### WHAT YOU SHOULD DO
Wherever the word "main" appears in the entries, copy the whole line.

### Saved entries
***

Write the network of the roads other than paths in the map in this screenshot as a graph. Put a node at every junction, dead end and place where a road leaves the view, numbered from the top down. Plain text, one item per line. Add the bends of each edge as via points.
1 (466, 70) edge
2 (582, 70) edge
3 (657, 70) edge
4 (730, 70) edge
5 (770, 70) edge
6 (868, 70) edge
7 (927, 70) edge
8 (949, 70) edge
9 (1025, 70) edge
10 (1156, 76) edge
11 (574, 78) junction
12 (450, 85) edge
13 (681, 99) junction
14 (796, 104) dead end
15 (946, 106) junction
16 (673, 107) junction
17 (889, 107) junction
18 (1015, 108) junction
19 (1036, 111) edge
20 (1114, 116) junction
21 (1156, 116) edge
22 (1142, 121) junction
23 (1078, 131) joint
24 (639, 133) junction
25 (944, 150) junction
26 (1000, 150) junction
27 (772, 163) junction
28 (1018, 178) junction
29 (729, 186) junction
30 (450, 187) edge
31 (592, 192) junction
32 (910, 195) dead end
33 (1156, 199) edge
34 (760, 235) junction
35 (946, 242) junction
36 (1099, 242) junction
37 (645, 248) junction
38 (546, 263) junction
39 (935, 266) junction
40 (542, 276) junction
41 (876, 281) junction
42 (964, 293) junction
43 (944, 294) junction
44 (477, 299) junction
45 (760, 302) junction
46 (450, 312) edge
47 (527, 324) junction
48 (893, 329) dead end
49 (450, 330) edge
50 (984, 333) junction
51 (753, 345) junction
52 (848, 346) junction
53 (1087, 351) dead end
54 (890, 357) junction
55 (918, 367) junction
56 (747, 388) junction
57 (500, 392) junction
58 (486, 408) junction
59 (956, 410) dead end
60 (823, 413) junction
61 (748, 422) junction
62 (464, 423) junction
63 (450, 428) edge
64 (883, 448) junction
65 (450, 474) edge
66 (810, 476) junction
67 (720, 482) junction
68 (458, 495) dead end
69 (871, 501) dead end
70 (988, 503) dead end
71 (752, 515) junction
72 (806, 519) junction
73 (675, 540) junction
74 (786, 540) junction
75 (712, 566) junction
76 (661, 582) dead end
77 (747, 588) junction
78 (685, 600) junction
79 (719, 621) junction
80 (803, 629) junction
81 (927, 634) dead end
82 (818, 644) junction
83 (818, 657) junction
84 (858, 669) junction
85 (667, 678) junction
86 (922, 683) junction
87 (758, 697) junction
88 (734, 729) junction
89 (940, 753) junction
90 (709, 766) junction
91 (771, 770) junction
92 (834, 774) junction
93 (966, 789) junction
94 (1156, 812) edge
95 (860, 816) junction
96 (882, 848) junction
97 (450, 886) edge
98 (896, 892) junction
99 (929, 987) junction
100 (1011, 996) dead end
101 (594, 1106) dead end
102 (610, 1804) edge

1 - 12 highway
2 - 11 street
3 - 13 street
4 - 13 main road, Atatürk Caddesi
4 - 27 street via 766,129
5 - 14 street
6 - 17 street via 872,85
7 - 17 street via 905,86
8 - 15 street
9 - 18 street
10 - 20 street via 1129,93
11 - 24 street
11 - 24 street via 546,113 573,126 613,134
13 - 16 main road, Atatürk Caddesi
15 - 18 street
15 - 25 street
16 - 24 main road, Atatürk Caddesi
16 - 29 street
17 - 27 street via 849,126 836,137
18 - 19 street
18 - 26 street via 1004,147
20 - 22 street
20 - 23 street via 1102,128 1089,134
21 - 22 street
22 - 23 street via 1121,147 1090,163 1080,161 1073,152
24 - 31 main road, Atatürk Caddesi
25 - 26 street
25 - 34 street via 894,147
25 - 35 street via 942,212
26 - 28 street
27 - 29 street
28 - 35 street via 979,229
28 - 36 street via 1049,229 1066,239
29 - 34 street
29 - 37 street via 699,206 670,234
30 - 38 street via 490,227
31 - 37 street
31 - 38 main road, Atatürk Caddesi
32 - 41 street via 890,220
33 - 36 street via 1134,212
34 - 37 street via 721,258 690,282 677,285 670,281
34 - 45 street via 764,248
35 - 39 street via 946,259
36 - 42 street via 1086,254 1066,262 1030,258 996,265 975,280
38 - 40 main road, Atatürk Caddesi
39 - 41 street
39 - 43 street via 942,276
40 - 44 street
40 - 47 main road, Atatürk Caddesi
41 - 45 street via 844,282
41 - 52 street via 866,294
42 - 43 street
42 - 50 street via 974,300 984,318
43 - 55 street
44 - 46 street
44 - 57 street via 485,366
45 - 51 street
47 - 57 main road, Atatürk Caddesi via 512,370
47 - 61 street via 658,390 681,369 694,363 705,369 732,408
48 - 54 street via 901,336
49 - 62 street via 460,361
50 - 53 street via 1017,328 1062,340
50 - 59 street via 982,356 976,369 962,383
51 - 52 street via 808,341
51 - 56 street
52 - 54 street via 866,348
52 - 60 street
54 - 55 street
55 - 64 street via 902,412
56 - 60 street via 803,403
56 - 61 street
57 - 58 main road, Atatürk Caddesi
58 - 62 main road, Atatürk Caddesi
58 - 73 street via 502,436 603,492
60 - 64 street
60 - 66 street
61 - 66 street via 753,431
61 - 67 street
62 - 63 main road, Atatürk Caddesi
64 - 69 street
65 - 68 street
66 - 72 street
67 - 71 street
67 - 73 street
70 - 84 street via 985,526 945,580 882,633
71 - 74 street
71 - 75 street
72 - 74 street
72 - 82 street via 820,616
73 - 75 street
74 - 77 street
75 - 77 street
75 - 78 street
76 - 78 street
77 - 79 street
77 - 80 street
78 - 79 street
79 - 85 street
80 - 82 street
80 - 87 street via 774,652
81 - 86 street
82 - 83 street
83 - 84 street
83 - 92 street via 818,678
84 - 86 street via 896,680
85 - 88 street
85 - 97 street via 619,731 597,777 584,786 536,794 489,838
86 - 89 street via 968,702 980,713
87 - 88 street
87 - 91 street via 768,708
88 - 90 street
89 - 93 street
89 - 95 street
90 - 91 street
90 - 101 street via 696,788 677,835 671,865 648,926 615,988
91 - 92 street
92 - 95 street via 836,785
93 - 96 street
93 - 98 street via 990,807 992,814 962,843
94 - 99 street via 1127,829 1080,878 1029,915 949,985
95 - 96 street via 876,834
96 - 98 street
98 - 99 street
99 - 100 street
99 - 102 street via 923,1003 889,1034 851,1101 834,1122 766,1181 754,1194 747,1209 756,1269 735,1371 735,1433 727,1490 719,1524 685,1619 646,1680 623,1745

***

### OUTPUT OF THE TASK
4 - 13 main road, Atatürk Caddesi
13 - 16 main road, Atatürk Caddesi
16 - 24 main road, Atatürk Caddesi
24 - 31 main road, Atatürk Caddesi
31 - 38 main road, Atatürk Caddesi
38 - 40 main road, Atatürk Caddesi
40 - 47 main road, Atatürk Caddesi
47 - 57 main road, Atatürk Caddesi via 512,370
57 - 58 main road, Atatürk Caddesi
58 - 62 main road, Atatürk Caddesi
62 - 63 main road, Atatürk Caddesi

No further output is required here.